*** EXCERPTED DATA

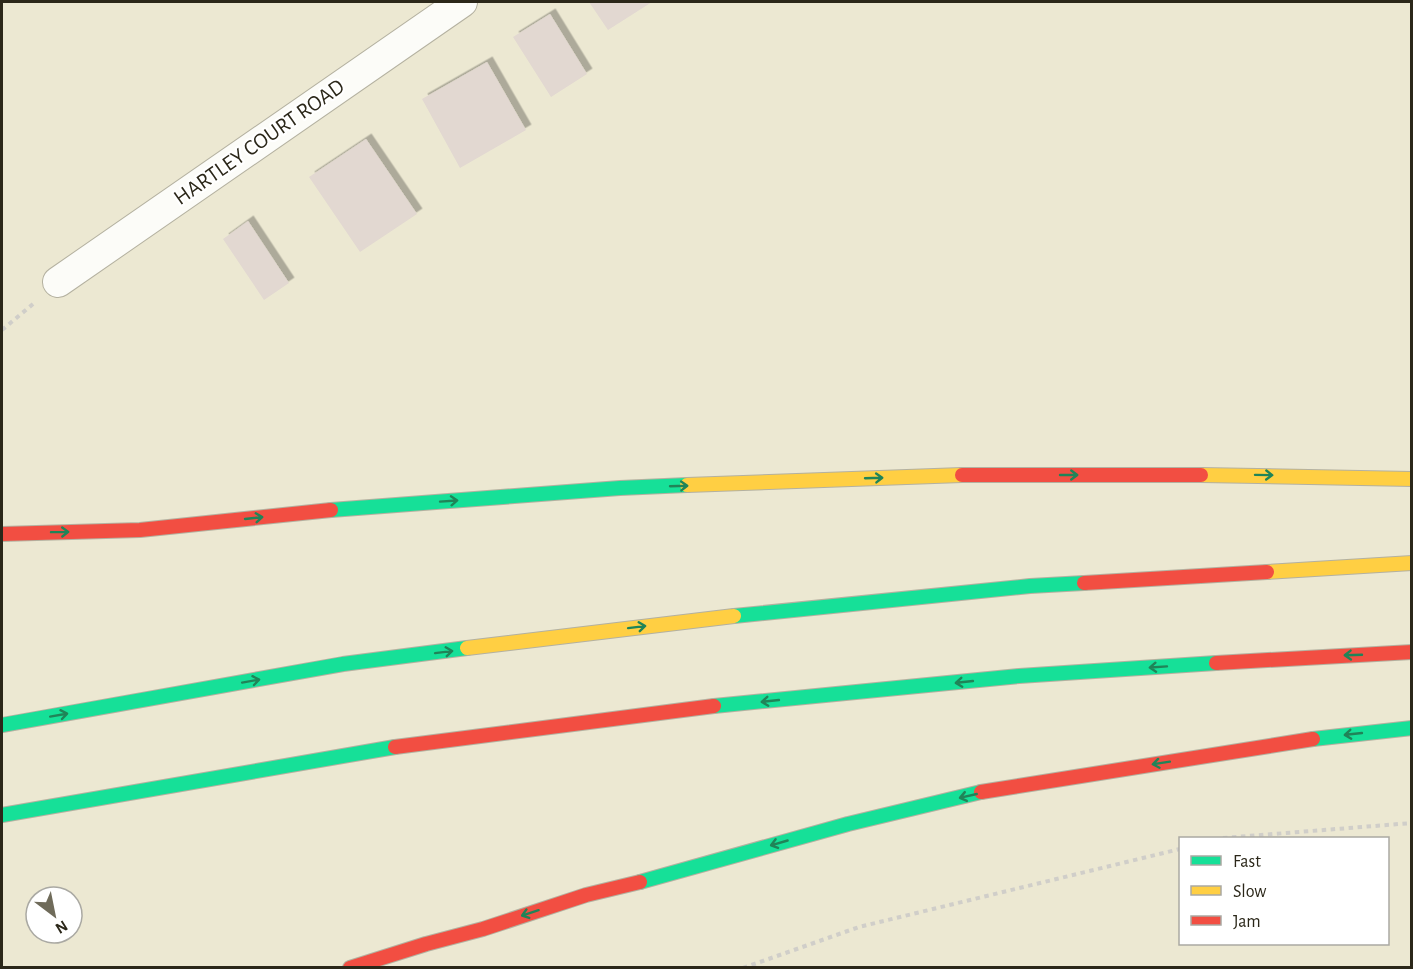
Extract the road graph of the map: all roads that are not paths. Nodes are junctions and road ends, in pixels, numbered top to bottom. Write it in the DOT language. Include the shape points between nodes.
graph roads {
  1 [pos="462,2"];
  2 [pos="58,282"];
  3 [pos="1412,479"];
  4 [pos="2,534"];
  5 [pos="1412,563"];
  6 [pos="1412,652"];
  7 [pos="2,725"];
  8 [pos="1412,728"];
  9 [pos="2,815"];
  10 [pos="350,968"];
  1 -- 2 [label="street, HARTLEY COURT ROAD"];
  4 -- 3 [label="highway, one-way" via="140,531 314,511 620,488 927,476"];
  7 -- 5 [label="highway, one-way" via="343,664 658,624 1030,586"];
  6 -- 9 [label="highway, one-way" via="1019,676 667,711 368,751"];
  8 -- 10 [label="highway, one-way" via="1333,736 990,790 586,895"];
}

******

• PROBLEM:
Repeat all of the listing above word for word, and exclude the pictures.

• OUTPUT OF THE TASK:
Extract the road graph of the map: all roads that are not paths. Nodes are junctions and road ends, in pixels, numbered top to bottom. Write it in the DOT language. Include the shape points between nodes.
graph roads {
  1 [pos="462,2"];
  2 [pos="58,282"];
  3 [pos="1412,479"];
  4 [pos="2,534"];
  5 [pos="1412,563"];
  6 [pos="1412,652"];
  7 [pos="2,725"];
  8 [pos="1412,728"];
  9 [pos="2,815"];
  10 [pos="350,968"];
  1 -- 2 [label="street, HARTLEY COURT ROAD"];
  4 -- 3 [label="highway, one-way" via="140,531 314,511 620,488 927,476"];
  7 -- 5 [label="highway, one-way" via="343,664 658,624 1030,586"];
  6 -- 9 [label="highway, one-way" via="1019,676 667,711 368,751"];
  8 -- 10 [label="highway, one-way" via="1333,736 990,790 586,895"];
}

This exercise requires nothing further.